Where an application to appeal has been refused, however, there is no public interest in encouraging hopeless applications for permission; rather the opposite. It has been the invariable practice of the Dean in recent years to order unsuccessful would-be appellants to pay the court costs [3]. He said:
“[5]. …Sherborne apart, the only matter identified in the Representation is the disparity between the wealth of Bath Abbey and the modest means of the Victorian Society. A somewhat similar, albeit stronger, argument was rejected in Re St James, Kidbrooke, [2017] EACC 2.
[6]. Accordingly there will be no change to the terms of the original order in relation to court costs, save that those court costs will include those of consideration and determination of the Representation.
Parties’ costs
The Dean readily accepted that statutory amenity societies should not be discouraged from participating in the faculty jurisdiction, including appeals. However,
“[7]. …”both on a substantive appeal and where permission to appeal has been refused, there is no sound reason why they should be exempt from a normal parties’ costs order. The costs of the petitioners on this occasion are unlikely to be considerable, and I do not regard the limited means of the Victorian Society as a reason for departing from the normal order”.

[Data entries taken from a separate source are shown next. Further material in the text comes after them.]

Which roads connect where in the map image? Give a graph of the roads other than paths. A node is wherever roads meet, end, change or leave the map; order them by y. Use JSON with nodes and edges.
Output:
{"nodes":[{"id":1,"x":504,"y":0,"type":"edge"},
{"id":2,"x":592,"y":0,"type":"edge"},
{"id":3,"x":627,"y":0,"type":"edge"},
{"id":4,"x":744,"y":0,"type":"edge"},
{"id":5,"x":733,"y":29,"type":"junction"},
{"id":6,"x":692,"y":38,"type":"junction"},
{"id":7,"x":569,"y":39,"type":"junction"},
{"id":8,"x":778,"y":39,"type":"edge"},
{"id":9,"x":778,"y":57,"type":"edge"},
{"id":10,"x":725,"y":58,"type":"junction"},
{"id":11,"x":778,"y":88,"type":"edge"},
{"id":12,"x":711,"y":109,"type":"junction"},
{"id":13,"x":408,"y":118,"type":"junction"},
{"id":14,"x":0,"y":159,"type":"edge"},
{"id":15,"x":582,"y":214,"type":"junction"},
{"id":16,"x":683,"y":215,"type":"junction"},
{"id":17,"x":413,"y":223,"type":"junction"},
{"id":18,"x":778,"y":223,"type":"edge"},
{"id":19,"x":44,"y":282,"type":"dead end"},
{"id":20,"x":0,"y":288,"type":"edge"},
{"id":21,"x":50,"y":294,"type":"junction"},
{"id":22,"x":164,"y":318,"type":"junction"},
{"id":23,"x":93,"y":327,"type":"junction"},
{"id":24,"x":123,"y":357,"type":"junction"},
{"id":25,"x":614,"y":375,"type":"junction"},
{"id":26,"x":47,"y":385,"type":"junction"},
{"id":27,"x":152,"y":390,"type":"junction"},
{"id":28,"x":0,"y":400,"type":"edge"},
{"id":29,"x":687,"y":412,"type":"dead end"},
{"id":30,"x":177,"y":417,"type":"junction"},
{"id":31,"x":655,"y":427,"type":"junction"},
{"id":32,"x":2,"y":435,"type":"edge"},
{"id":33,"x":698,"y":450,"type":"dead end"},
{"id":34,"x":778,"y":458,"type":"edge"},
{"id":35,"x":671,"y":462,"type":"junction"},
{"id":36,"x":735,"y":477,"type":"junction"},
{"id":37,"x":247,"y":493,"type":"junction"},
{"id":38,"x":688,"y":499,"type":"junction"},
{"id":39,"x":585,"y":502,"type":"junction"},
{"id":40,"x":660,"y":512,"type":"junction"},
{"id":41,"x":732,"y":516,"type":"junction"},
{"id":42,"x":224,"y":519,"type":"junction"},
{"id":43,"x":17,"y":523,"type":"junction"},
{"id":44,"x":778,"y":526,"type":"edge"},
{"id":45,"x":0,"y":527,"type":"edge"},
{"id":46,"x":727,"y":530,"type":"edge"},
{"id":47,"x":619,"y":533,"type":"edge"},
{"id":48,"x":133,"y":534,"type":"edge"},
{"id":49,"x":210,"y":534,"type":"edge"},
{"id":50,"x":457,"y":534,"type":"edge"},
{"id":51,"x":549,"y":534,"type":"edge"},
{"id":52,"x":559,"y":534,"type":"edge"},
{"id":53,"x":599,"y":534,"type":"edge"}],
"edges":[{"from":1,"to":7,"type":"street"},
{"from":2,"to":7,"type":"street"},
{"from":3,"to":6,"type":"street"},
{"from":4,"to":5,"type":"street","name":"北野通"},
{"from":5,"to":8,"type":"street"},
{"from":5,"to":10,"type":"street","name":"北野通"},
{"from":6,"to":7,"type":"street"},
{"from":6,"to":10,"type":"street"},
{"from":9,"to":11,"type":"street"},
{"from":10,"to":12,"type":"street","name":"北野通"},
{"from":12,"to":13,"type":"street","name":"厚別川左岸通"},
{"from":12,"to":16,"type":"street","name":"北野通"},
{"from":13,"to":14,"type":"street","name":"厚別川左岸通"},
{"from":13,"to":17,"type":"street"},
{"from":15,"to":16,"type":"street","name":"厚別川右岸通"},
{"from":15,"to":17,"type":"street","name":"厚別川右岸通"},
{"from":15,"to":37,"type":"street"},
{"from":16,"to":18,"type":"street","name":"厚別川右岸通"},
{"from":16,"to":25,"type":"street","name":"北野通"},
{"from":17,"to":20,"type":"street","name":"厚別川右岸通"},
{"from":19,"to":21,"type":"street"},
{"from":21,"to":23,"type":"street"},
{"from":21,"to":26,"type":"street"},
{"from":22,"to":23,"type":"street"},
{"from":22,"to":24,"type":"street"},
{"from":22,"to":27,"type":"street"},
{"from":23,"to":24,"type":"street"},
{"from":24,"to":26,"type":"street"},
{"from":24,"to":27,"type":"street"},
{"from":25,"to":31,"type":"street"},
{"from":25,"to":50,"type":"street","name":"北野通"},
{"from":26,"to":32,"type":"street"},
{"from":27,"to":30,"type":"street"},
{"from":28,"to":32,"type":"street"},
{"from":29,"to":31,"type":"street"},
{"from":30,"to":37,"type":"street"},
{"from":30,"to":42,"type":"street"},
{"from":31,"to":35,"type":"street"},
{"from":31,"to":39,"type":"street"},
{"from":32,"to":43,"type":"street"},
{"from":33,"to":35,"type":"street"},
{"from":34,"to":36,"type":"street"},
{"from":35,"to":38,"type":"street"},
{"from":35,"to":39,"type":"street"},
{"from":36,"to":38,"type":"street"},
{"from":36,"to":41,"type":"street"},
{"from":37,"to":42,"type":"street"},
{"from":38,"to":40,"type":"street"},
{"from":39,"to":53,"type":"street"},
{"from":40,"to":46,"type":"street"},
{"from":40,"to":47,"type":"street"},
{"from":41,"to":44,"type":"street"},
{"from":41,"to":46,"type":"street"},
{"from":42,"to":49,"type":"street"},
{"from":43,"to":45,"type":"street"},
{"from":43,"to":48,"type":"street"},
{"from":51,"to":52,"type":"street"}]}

[8]. …in Sherborne the petitioners (unlike the Victorian Society in that case) were not represented by solicitors or counsel (at 70H). The appeal court did not rule that legal costs would never be allowed, merely that on the facts of that case “it is very unlikely that in any event we would have made a costs order to cover such legal representations” (at 70H-71A). In recent years following substantive appeal hearings, no attempt appears to have been made to disallow costs of legal representation, although it is often now the case that legal representation is given on a pro bono basis.
[9]. Be that as it may, in cases where applications for permission to appeal have been refused, the parties’ costs order has always included the costs of legal representation, although in Kidbrooke between the decision refusing permission to appeal and the decision on costs, the petitioners generously waived their entitlement to recover any costs (para 2).
[10]. In the present instance it was clearly appropriate for the petitioners to instruct Counsel to settle a Response to the Victorian Society’s Reasons and Grounds (both of which had been settled by Counsel).
The Dean concluded “[a]accordingly there will be no change to the terms of the original order in relation to parties’ costs”; he also expressed regret that “the making of this Representation has inevitably increased the amount of the court costs. [He] deliberately did not seek a response to the Representation from the petitioners, because that would only have added to the amount of the parties’ costs which [he] would have then ordered the Victorian Society to pay.